Task statement
Which lines below contain the word "roads"? Copy each one.

Material provided
*** Block opens ***

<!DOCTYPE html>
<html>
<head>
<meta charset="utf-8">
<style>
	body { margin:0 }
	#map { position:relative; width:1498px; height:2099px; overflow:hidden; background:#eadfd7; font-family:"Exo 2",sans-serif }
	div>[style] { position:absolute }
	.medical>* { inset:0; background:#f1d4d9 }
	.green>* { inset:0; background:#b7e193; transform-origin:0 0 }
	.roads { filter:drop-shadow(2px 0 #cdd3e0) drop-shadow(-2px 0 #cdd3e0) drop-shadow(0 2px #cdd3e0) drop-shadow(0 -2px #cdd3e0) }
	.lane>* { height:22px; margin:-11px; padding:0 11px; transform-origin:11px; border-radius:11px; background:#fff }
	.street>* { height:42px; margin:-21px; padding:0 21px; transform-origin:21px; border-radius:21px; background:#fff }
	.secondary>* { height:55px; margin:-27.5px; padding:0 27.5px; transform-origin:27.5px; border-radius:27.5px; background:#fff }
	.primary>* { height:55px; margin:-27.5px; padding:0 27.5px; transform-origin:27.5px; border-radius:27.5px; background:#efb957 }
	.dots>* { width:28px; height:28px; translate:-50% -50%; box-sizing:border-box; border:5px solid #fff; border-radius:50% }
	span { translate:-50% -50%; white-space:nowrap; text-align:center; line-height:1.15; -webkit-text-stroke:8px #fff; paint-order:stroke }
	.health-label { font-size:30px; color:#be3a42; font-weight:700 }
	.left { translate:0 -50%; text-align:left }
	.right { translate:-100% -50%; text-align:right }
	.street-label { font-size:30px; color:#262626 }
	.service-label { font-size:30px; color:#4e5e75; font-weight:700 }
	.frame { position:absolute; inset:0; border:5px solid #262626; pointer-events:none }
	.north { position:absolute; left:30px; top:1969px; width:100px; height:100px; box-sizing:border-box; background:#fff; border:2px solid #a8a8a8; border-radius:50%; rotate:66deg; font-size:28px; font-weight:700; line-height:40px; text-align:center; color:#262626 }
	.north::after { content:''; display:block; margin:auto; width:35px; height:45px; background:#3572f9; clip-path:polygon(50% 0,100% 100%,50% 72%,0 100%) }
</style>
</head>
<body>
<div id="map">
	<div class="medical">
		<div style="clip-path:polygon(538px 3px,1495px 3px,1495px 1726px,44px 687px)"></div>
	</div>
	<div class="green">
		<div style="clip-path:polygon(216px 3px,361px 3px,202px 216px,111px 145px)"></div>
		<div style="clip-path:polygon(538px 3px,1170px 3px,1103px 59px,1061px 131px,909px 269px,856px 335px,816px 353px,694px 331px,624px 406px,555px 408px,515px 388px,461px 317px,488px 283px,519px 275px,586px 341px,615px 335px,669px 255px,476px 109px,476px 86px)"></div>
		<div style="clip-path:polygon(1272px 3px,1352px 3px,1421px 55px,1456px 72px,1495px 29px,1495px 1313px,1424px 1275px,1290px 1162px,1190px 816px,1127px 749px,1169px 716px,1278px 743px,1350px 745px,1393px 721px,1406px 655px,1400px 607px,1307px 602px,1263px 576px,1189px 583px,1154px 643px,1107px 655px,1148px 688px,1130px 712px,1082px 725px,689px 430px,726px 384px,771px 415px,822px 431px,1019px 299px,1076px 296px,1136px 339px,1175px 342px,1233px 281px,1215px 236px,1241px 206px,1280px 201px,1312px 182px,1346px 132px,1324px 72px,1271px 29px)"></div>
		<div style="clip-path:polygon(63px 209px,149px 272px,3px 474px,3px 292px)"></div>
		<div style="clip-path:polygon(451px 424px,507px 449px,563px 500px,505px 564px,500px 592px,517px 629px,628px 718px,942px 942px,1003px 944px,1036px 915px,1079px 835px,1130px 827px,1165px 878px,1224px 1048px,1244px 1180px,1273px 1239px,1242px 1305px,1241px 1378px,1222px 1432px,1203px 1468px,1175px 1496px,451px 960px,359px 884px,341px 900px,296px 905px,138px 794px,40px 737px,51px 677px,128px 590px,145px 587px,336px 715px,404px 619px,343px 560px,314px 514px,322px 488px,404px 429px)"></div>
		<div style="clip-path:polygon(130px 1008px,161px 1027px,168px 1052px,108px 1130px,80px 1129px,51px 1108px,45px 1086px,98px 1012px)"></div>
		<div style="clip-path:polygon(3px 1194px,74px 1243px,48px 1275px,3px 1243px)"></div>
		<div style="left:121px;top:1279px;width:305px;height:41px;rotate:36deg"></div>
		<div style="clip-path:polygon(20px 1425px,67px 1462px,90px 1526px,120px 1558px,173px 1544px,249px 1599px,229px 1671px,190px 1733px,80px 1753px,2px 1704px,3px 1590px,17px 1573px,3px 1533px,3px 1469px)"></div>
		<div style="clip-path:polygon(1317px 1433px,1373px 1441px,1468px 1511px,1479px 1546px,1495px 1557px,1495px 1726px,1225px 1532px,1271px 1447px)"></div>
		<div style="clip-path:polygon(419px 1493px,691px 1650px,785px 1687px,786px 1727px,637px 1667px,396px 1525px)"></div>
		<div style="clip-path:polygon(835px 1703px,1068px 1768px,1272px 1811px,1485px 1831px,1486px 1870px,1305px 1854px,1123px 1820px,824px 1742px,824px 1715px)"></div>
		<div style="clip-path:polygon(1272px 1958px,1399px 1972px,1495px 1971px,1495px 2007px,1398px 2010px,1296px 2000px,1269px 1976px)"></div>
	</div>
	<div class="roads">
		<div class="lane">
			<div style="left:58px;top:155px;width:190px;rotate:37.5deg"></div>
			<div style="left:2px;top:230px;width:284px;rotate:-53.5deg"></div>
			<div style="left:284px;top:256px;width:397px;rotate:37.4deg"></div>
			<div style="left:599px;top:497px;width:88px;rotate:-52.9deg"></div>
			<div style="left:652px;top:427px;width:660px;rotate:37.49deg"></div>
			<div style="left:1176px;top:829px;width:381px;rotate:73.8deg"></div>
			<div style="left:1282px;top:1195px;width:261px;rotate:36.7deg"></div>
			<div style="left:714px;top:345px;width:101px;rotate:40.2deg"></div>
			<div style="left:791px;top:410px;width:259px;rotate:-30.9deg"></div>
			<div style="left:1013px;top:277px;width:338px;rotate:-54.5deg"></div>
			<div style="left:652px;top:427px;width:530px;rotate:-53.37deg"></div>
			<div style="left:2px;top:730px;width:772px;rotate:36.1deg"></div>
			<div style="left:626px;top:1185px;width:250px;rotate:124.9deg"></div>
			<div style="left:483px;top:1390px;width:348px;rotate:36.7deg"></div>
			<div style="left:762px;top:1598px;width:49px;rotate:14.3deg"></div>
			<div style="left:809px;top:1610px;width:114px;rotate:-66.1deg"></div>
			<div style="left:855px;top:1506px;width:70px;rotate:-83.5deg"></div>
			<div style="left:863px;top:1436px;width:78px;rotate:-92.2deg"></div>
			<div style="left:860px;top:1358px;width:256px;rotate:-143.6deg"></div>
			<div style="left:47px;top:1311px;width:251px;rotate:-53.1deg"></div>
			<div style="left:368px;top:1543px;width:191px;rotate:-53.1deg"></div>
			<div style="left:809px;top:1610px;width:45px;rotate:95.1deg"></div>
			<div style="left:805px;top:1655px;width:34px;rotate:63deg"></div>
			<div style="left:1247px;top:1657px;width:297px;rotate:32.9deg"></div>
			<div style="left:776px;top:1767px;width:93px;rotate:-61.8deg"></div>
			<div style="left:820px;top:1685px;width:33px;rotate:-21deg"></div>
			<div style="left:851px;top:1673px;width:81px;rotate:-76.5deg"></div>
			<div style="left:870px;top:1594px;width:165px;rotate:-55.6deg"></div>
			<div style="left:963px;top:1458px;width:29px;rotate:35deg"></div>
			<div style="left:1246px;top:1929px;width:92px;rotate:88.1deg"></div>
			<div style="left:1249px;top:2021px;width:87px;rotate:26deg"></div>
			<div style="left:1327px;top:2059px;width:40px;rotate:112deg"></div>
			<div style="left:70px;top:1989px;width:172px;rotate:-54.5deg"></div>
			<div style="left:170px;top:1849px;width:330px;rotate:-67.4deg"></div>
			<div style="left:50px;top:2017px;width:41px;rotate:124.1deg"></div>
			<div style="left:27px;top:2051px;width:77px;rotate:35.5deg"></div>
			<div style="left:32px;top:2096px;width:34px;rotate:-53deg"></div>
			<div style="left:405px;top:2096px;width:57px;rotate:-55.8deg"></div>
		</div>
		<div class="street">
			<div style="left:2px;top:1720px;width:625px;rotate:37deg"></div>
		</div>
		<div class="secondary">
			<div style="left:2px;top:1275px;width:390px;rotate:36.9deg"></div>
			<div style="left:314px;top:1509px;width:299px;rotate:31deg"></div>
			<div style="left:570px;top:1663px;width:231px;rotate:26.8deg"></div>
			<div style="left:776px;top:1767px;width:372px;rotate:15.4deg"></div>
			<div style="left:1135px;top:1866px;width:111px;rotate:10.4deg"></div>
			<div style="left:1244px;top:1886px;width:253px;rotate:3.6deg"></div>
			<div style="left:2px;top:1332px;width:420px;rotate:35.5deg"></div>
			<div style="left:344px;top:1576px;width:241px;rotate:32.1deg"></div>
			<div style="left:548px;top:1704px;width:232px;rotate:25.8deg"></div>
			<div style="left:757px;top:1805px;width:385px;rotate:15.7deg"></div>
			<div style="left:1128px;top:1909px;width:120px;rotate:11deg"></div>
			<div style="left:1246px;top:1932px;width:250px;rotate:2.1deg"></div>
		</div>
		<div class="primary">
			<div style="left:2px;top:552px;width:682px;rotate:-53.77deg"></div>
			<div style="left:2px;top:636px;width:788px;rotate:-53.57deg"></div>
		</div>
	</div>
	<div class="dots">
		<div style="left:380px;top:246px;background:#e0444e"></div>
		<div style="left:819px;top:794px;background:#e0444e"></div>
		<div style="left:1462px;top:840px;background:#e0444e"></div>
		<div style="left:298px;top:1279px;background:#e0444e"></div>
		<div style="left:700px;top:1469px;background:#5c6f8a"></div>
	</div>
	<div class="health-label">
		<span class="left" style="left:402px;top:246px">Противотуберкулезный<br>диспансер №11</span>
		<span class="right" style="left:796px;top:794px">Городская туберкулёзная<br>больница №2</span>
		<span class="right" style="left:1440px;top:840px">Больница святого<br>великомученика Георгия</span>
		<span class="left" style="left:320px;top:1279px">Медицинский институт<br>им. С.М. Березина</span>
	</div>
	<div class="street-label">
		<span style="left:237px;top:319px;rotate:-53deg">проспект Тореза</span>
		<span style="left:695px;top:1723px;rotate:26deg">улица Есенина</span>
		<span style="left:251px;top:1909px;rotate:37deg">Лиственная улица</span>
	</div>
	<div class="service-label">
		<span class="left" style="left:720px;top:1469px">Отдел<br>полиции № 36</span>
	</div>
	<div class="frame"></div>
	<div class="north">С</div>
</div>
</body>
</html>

*** Block closes ***

Your response
	.roads { filter:drop-shadow(2px 0 #cdd3e0) drop-shadow(-2px 0 #cdd3e0) drop-shadow(0 2px #cdd3e0) drop-shadow(0 -2px #cdd3e0) }
	<div class="roads">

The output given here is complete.